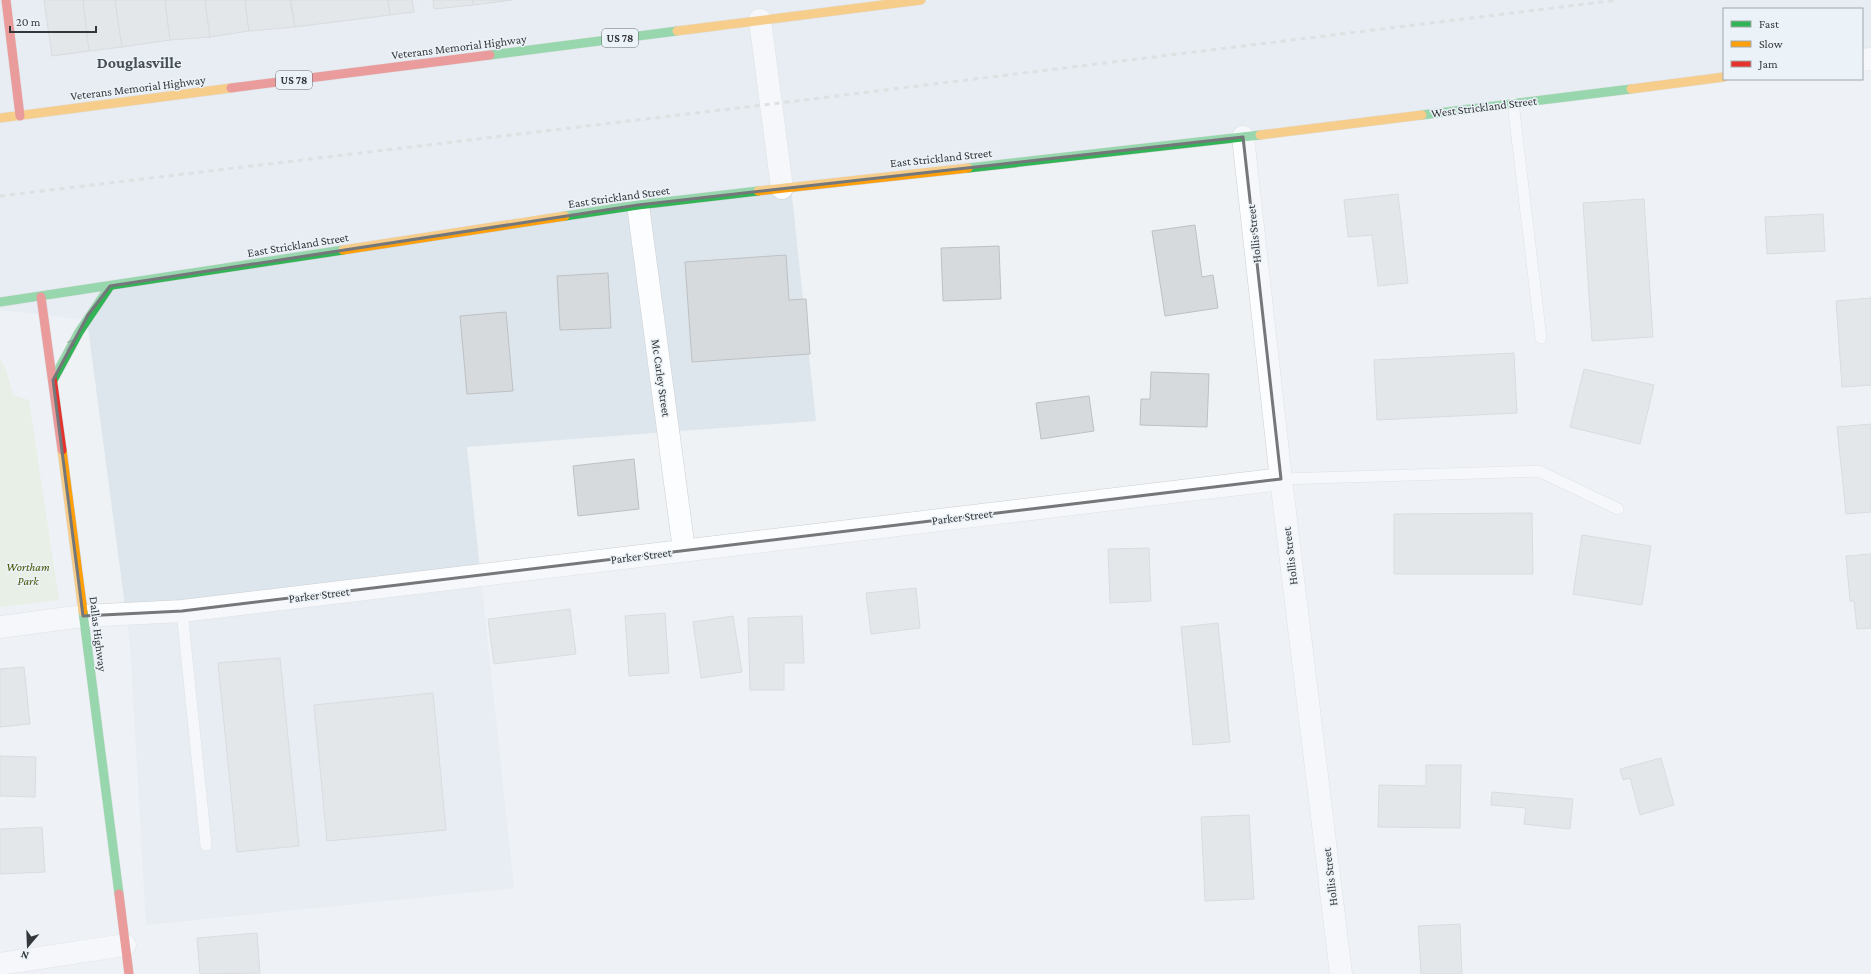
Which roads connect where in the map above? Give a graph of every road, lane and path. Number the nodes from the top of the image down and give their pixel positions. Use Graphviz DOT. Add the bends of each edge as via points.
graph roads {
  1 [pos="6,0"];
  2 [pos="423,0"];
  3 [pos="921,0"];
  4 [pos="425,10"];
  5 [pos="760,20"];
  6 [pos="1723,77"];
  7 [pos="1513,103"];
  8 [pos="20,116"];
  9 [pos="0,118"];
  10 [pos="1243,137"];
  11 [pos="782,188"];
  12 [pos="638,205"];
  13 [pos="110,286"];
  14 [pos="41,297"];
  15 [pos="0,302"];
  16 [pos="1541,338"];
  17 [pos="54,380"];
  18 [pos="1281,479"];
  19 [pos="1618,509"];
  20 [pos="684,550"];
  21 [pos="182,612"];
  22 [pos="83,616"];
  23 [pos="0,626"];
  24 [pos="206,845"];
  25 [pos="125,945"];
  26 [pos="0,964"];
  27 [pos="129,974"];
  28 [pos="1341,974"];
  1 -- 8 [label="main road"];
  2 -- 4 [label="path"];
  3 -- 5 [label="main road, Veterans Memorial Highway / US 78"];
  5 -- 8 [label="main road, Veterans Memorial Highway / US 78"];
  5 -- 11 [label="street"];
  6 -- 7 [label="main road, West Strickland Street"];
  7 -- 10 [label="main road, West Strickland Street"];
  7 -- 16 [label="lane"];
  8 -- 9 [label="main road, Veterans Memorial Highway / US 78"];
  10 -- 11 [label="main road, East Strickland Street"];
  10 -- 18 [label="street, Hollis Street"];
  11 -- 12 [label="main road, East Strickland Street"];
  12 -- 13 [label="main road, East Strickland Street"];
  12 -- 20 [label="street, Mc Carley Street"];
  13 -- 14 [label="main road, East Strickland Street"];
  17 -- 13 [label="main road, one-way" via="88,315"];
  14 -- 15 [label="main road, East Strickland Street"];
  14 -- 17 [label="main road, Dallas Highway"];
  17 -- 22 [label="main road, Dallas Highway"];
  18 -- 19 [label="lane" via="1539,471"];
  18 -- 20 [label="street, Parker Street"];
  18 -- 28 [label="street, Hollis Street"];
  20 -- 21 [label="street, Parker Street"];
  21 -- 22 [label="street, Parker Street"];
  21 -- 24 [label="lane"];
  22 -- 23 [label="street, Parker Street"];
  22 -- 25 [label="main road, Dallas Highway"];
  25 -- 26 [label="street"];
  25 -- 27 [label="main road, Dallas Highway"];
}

§ §

■ **Work to be completed**: Each record above should be returned unchanged, except that the pictures are dropped.

■ **Result for this task**:
Which roads connect where in the map above? Give a graph of every road, lane and path. Number the nodes from the top of the image down and give their pixel positions. Use Graphviz DOT. Add the bends of each edge as via points.
graph roads {
  1 [pos="6,0"];
  2 [pos="423,0"];
  3 [pos="921,0"];
  4 [pos="425,10"];
  5 [pos="760,20"];
  6 [pos="1723,77"];
  7 [pos="1513,103"];
  8 [pos="20,116"];
  9 [pos="0,118"];
  10 [pos="1243,137"];
  11 [pos="782,188"];
  12 [pos="638,205"];
  13 [pos="110,286"];
  14 [pos="41,297"];
  15 [pos="0,302"];
  16 [pos="1541,338"];
  17 [pos="54,380"];
  18 [pos="1281,479"];
  19 [pos="1618,509"];
  20 [pos="684,550"];
  21 [pos="182,612"];
  22 [pos="83,616"];
  23 [pos="0,626"];
  24 [pos="206,845"];
  25 [pos="125,945"];
  26 [pos="0,964"];
  27 [pos="129,974"];
  28 [pos="1341,974"];
  1 -- 8 [label="main road"];
  2 -- 4 [label="path"];
  3 -- 5 [label="main road, Veterans Memorial Highway / US 78"];
  5 -- 8 [label="main road, Veterans Memorial Highway / US 78"];
  5 -- 11 [label="street"];
  6 -- 7 [label="main road, West Strickland Street"];
  7 -- 10 [label="main road, West Strickland Street"];
  7 -- 16 [label="lane"];
  8 -- 9 [label="main road, Veterans Memorial Highway / US 78"];
  10 -- 11 [label="main road, East Strickland Street"];
  10 -- 18 [label="street, Hollis Street"];
  11 -- 12 [label="main road, East Strickland Street"];
  12 -- 13 [label="main road, East Strickland Street"];
  12 -- 20 [label="street, Mc Carley Street"];
  13 -- 14 [label="main road, East Strickland Street"];
  17 -- 13 [label="main road, one-way" via="88,315"];
  14 -- 15 [label="main road, East Strickland Street"];
  14 -- 17 [label="main road, Dallas Highway"];
  17 -- 22 [label="main road, Dallas Highway"];
  18 -- 19 [label="lane" via="1539,471"];
  18 -- 20 [label="street, Parker Street"];
  18 -- 28 [label="street, Hollis Street"];
  20 -- 21 [label="street, Parker Street"];
  21 -- 22 [label="street, Parker Street"];
  21 -- 24 [label="lane"];
  22 -- 23 [label="street, Parker Street"];
  22 -- 25 [label="main road, Dallas Highway"];
  25 -- 26 [label="street"];
  25 -- 27 [label="main road, Dallas Highway"];
}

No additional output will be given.